Although the debate about slot machines generates a lot of buzz on Beacon Hill and in the racetrack grandstands, those surveyed said it will have little bearing on whom they vote for governor. Sixty-one percent of respondents said the issue was not that important, or not important at all.
The poll respondents most likely to favor legalizing slot machines were those who had visited a casino recently. Voters under age 35, Republicans, and residents of Central Massachusetts -- who live closest to the two big Connecticut casinos, Mohegan Sun and Foxwoods -- were the most likely to have visited a casino.
The poll also explored opinions on adoptions by gays, an issue that flared last month after the Globe reported that the state's four Catholic bishops were planning to ask the state for permission to exclude same-sex couples as adoptive parents in adoptions by Catholic Charities, the church's social service agency. The Vatican holds that adoptions by gay couples are ''gravely immoral."
But Massachusetts has anti-discrimination laws that prevent the Church from singling out gay and lesbian parents. Faced with having to allow same-sex adoptions or doing none at all, Catholic Charities announced Friday it would end its adoption program.
Most respondents of the poll indicated they disagree with the Catholic Church on this point.
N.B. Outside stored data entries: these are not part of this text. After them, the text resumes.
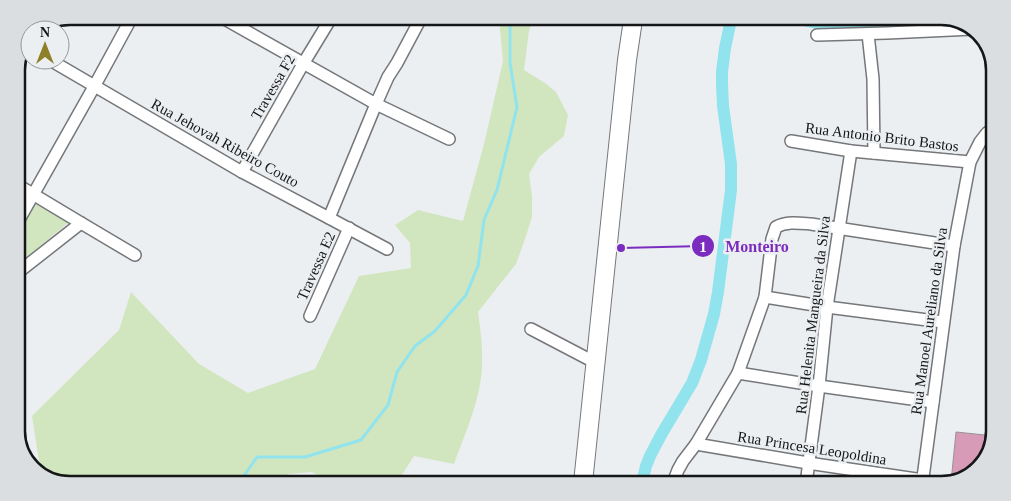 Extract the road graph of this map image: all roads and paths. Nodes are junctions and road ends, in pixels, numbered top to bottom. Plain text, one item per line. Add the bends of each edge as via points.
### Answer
1 (128, 25) edge
2 (235, 25) edge
3 (327, 25) edge
4 (417, 25) edge
5 (632, 25) edge
6 (960, 30) edge
7 (868, 34) junction
8 (817, 35) dead end
9 (303, 64) junction
10 (67, 70) edge
11 (95, 86) junction
12 (376, 104) junction
13 (986, 134) edge
14 (449, 139) dead end
15 (792, 141) dead end
16 (851, 151) junction
17 (874, 153) junction
18 (970, 162) junction
19 (242, 172) junction
20 (25, 189) edge
21 (34, 194) junction
22 (25, 210) edge
23 (330, 218) junction
24 (81, 223) junction
25 (349, 228) junction
26 (839, 229) junction
27 (954, 246) junction
28 (387, 249) dead end
29 (135, 255) dead end
30 (25, 267) edge
31 (765, 297) junction
32 (826, 307) junction
33 (310, 316) dead end
34 (943, 322) junction
35 (531, 329) dead end
36 (596, 364) junction
37 (738, 373) junction
38 (820, 386) junction
39 (933, 402) junction
40 (696, 444) junction
41 (808, 464) junction
42 (584, 476) edge
43 (676, 476) edge
44 (807, 476) edge
45 (884, 476) edge
46 (923, 476) edge

1 - 11 street
2 - 9 street
3 - 9 street, Travessa F2
4 - 12 street
5 - 36 main road
6 - 7 street
7 - 8 street
7 - 17 street via 873,79
9 - 12 street
9 - 19 street, Travessa F2
10 - 11 street, Rua Jehovah Ribeiro Couto
11 - 19 street, Rua Jehovah Ribeiro Couto
11 - 21 street
12 - 14 street
12 - 23 street
13 - 18 street, Rua Manoel Aureliano da Silva
15 - 16 street, Rua Antonio Brito Bastos
16 - 17 street, Rua Antonio Brito Bastos
16 - 26 street, Rua Helenita Mangueira da Silva
17 - 18 street, Rua Antonio Brito Bastos
18 - 27 street, Rua Manoel Aureliano da Silva
19 - 23 street, Rua Jehovah Ribeiro Couto
20 - 21 street
21 - 22 street
21 - 24 street
23 - 25 street, Rua Jehovah Ribeiro Couto
24 - 29 street
24 - 30 street
25 - 28 street, Rua Jehovah Ribeiro Couto
25 - 33 street, Travessa E2
26 - 27 street
26 - 31 street via 797,222 776,227
26 - 32 street, Rua Helenita Mangueira da Silva
27 - 34 street, Rua Manoel Aureliano da Silva
31 - 32 street
31 - 37 street
32 - 34 street
32 - 38 street, Rua Helenita Mangueira da Silva
34 - 39 street, Rua Manoel Aureliano da Silva
35 - 36 street
36 - 42 main road
37 - 38 street
37 - 40 street
38 - 39 street
38 - 41 street, Rua Helenita Mangueira da Silva
39 - 46 street, Rua Manoel Aureliano da Silva
40 - 41 street, Rua Princesa Leopoldina
40 - 43 street
41 - 44 street, Rua Helenita Mangueira da Silva
41 - 45 street, Rua Princesa Leopoldina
Karen Mulhern, a 49-year-old stay-at-home mother and part-time substitute teacher from Worcester, said she knows gay couples who have adopted children. ''Wonderful parents," she said.
''I'm a Catholic," Mulhern said, ''but I don't follow along that line that they shouldn't adopt."
Mulhern said she was somewhat offended by the decision by Catholic Charities to end its adoption service.
Romney said Friday that he would file a bill that would allow religious institutions to provide an adoption service without violating their beliefs, calling the current state law ''deeply disturbing and a threat to religious freedom."
But even poll respondents who voted for Romney in 2002 were more likely to say they would support a gubernatorial candidate who supported gay adoptions than one who didn't.
Forty percent of Romney voters surveyed indicated support for same-sex adoptions, compared with 24 percent of Romney voters who indicated opposition.